Nivo (1), une ancienne prostituée dont les trois sœurs et la mère sont décédées, a été recrutée pour dépister les pédocriminels et aider à les surprendre en flagrant délit. «Je sors le soir et la nuit, je connais tous les coins. Je me cache, je regarde les hommes discuter avec les filles et quand ils montent dans la chambre, j’appelle la direction», raconte timidement Nivo qui a commencé à vendre son corps à l’âge de 12 ans.
La plateforme aide même la police, complètement démunie, en guidant les forces de l’ordre sur les lieux et en participant aux filatures… La méthode a porté ses fruits. Le 19 novembre, seize ressortissants étrangers, dont une majorité de nationalité française, ont fait l’objet d’un mandat d’amener délivré par le juge d’instruction. Quatre personnes ont été interpellées et incarcérées. Les autres pédocriminels supposés sont activement recherchés, l’un d’entre eux serait actuellement à la Réunion.
«Notre action met à mal une microéconomie»

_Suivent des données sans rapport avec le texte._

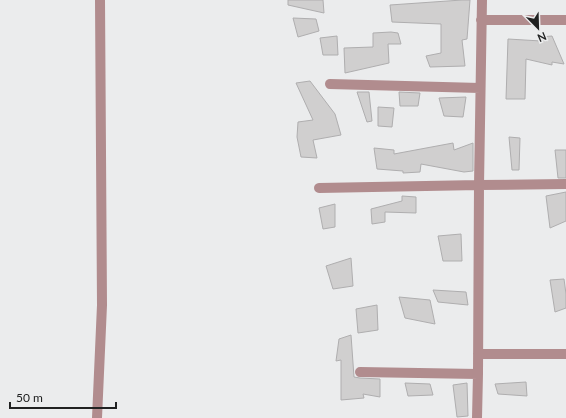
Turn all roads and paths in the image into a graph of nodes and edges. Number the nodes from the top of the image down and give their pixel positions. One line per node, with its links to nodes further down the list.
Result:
1 (100, 0): 14 (street)
2 (482, 0): 3 (street)
3 (481, 20): 4 (street); 6 (street)
4 (566, 20)
5 (330, 84): 6 (street)
6 (480, 88): 7 (street)
7 (479, 184): 8 (street); 9 (street); 10 (street)
8 (566, 184)
9 (319, 188)
10 (478, 354): 11 (street); 13 (street)
11 (566, 354)
12 (360, 372): 13 (street)
13 (478, 374): 15 (street)
14 (98, 418)
15 (477, 418)

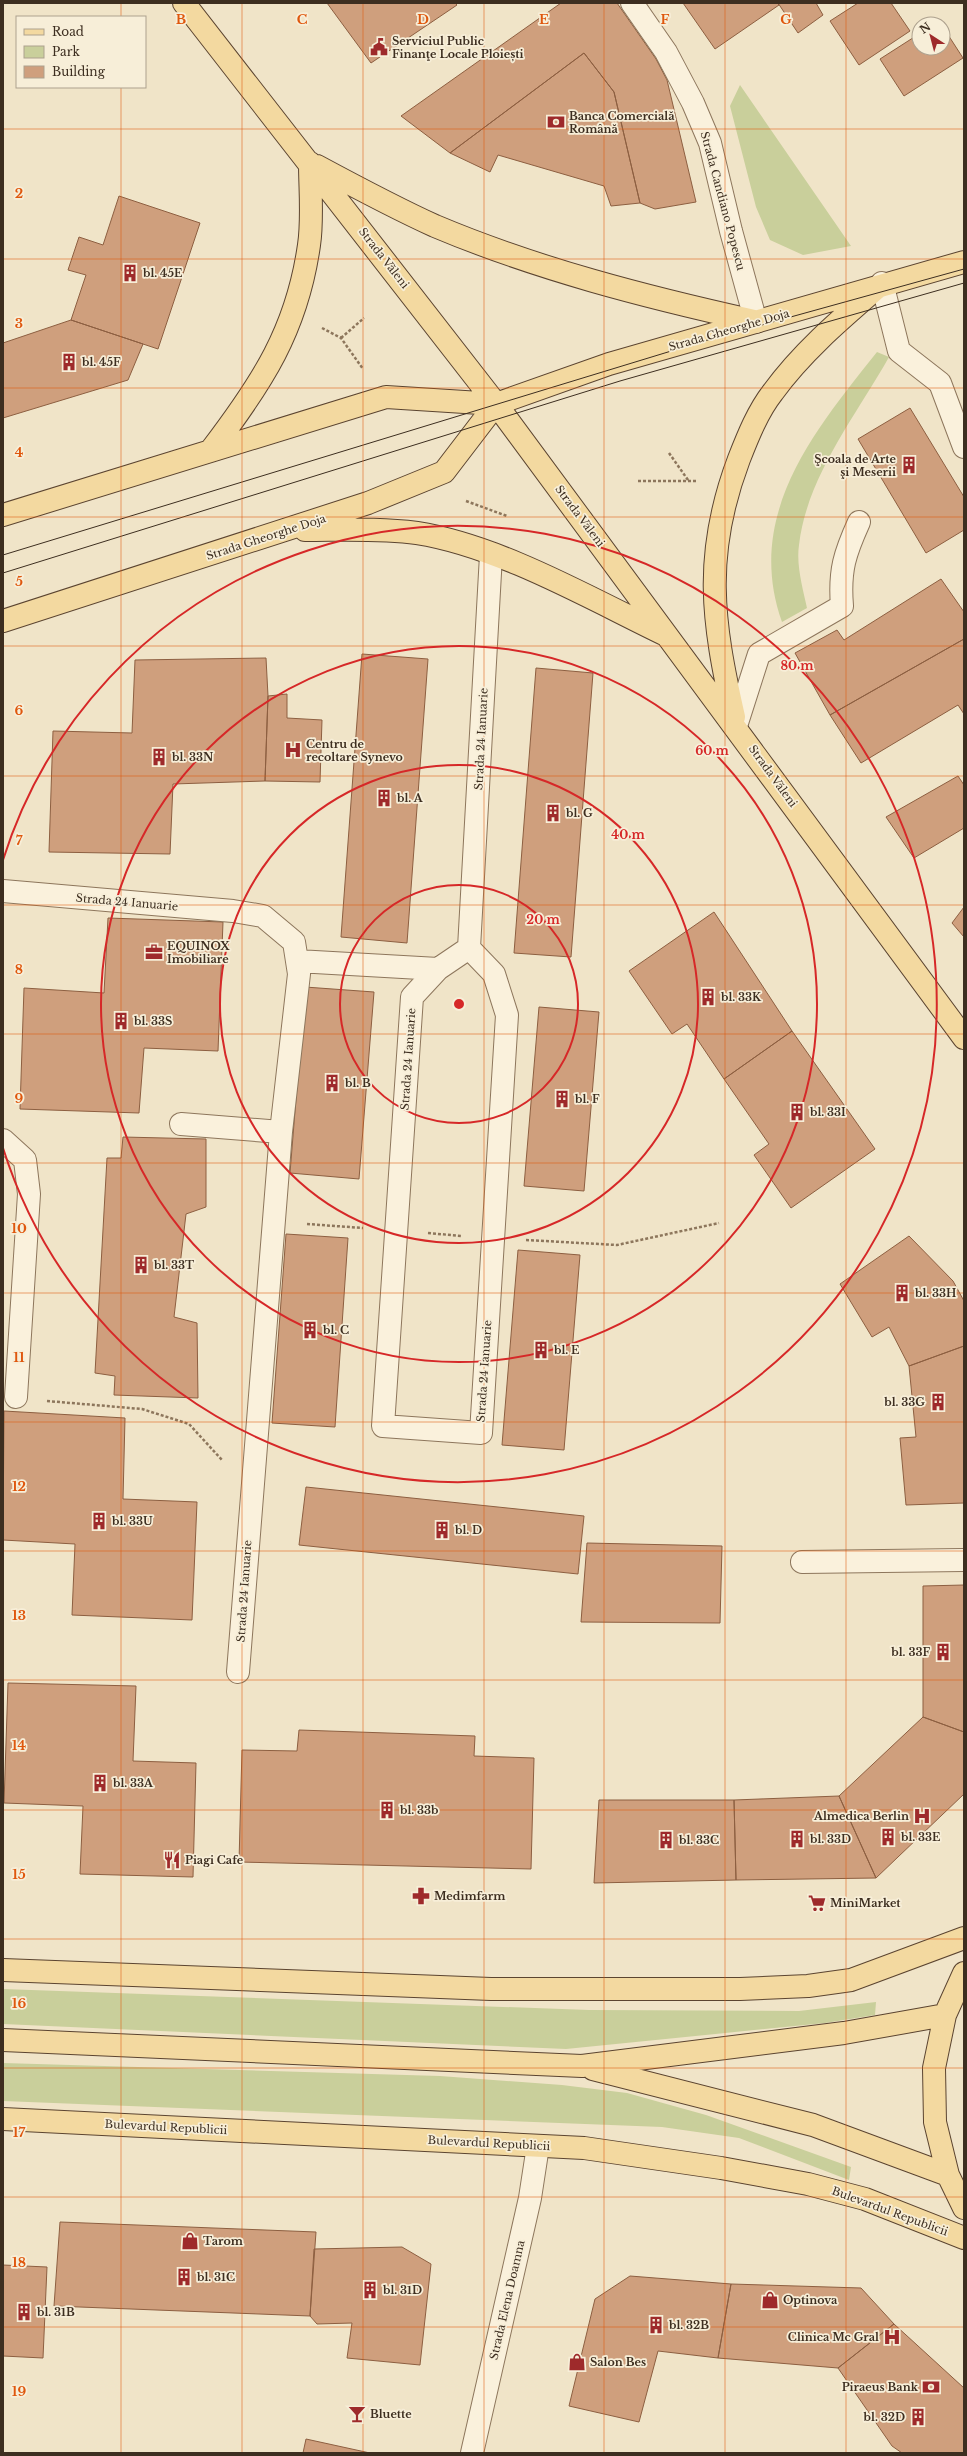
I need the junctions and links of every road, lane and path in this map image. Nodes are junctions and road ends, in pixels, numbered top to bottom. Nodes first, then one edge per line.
1 (184, 3) edge
2 (632, 3) edge
3 (310, 163) junction
4 (964, 262) edge
5 (882, 283) junction
6 (364, 318) dead end
7 (756, 322) junction
8 (316, 325) dead end
9 (340, 338) junction
10 (364, 368) dead end
11 (496, 404) junction
12 (964, 447) edge
13 (211, 450) junction
14 (669, 454) dead end
15 (638, 480) dead end
16 (689, 480) junction
17 (702, 482) dead end
18 (466, 501) dead end
19 (3, 515) edge
20 (507, 516) dead end
21 (859, 522) dead end
22 (288, 530) junction
23 (491, 555) junction
24 (3, 621) edge
25 (670, 637) junction
26 (736, 726) junction
27 (3, 891) edge
28 (469, 948) junction
29 (297, 961) junction
30 (438, 969) junction
31 (964, 1038) edge
32 (181, 1124) dead end
33 (281, 1132) junction
34 (3, 1140) edge
35 (719, 1223) dead end
36 (454, 1235) dead end
37 (493, 1238) junction
38 (16, 1397) joint
39 (252, 1492) junction
40 (964, 1560) edge
41 (802, 1562) dead end
42 (238, 1672) dead end
43 (964, 1938) edge
44 (3, 1970) edge
45 (964, 1973) edge
46 (945, 2015) junction
47 (3, 2040) edge
48 (582, 2066) junction
49 (3, 2119) edge
50 (538, 2146) junction
51 (948, 2175) junction
52 (964, 2208) edge
53 (964, 2238) edge
54 (472, 2453) edge

1 - 3 main road, Strada Văleni
2 - 7 street, Strada Candiano Popescu
3 - 7 main road
3 - 11 main road, Strada Văleni
3 - 13 main road
4 - 5 main road, Strada Gheorghe Doja
5 - 7 main road, Strada Gheorghe Doja
5 - 12 street
5 - 26 main road
6 - 9 path
7 - 11 main road, Strada Gheorghe Doja
8 - 9 path
9 - 10 path
11 - 13 main road, Strada Gheorghe Doja
11 - 22 main road, Strada Gheorghe Doja
11 - 25 main road, Strada Văleni
13 - 19 main road, Strada Gheorghe Doja
14 - 16 path
15 - 16 path
16 - 17 path
18 - 20 path
21 - 26 street
22 - 23 main road
22 - 24 main road, Strada Gheorghe Doja
23 - 25 main road
23 - 28 street, Strada 24 Ianuarie
25 - 26 main road, Strada Văleni
26 - 31 main road, Strada Văleni
27 - 29 street, Strada 24 Ianuarie
28 - 30 street, Strada 24 Ianuarie
28 - 37 street, Strada 24 Ianuarie
29 - 30 street
29 - 33 street, Strada 24 Ianuarie
30 - 37 street, Strada 24 Ianuarie
32 - 33 street
33 - 39 street, Strada 24 Ianuarie
34 - 38 street
35 - 37 path
36 - 37 path
38 - 39 path
39 - 42 street, Strada 24 Ianuarie
40 - 41 street
43 - 44 main road
45 - 46 main road
46 - 48 main road
46 - 51 main road
47 - 48 main road
48 - 51 main road
49 - 50 main road, Bulevardul Republicii
50 - 53 main road, Bulevardul Republicii
50 - 54 street, Strada Elena Doamna
51 - 52 main road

L’affaire fait grand bruit à Madagascar. La première dame du pays, l’épouse du président Andry Rajoelina, va recevoir la semaine prochaine les représentants de la plateforme. Le vice-président de l’Assemblée nationale a évoqué une nouvelle loi pour durcir les peines encourues. En attendant, à Tuléar, les associations font face à la pression des femmes malgaches des suspects, qui leur reprochent d’avoir porté plainte. «Notre action met à mal une microéconomie», soupire Stéphane Hamouis, membre de la direction exécutive de Bel Avenir. La plupart des parents n’empêchent pas leur fillette de se prostituer, «car elle leur rapporte un peu d’argent», renchérit Haingo Randrianasolo.
Sans oublier les revenus des hôtels, des boîtes de nuit, et parfois des autorités à qui des pédophiles auraient pu proposer des dessous-de-table. En août, un ressortissant suisse a été pris en flagrant délit, mais remis en liberté dès le lendemain. Il a fallu des menaces de médiatisation pour interpeller à nouveau l’individu. Un pédocriminel français, condamné lui à cinq ans de prison ferme, a pu obtenir en appel sa remise en liberté «pour raisons médicales». Mais cette fois, prévient la plateforme, qui s’est adjoint les services d’un avocat, «nous irons au bout des procédures».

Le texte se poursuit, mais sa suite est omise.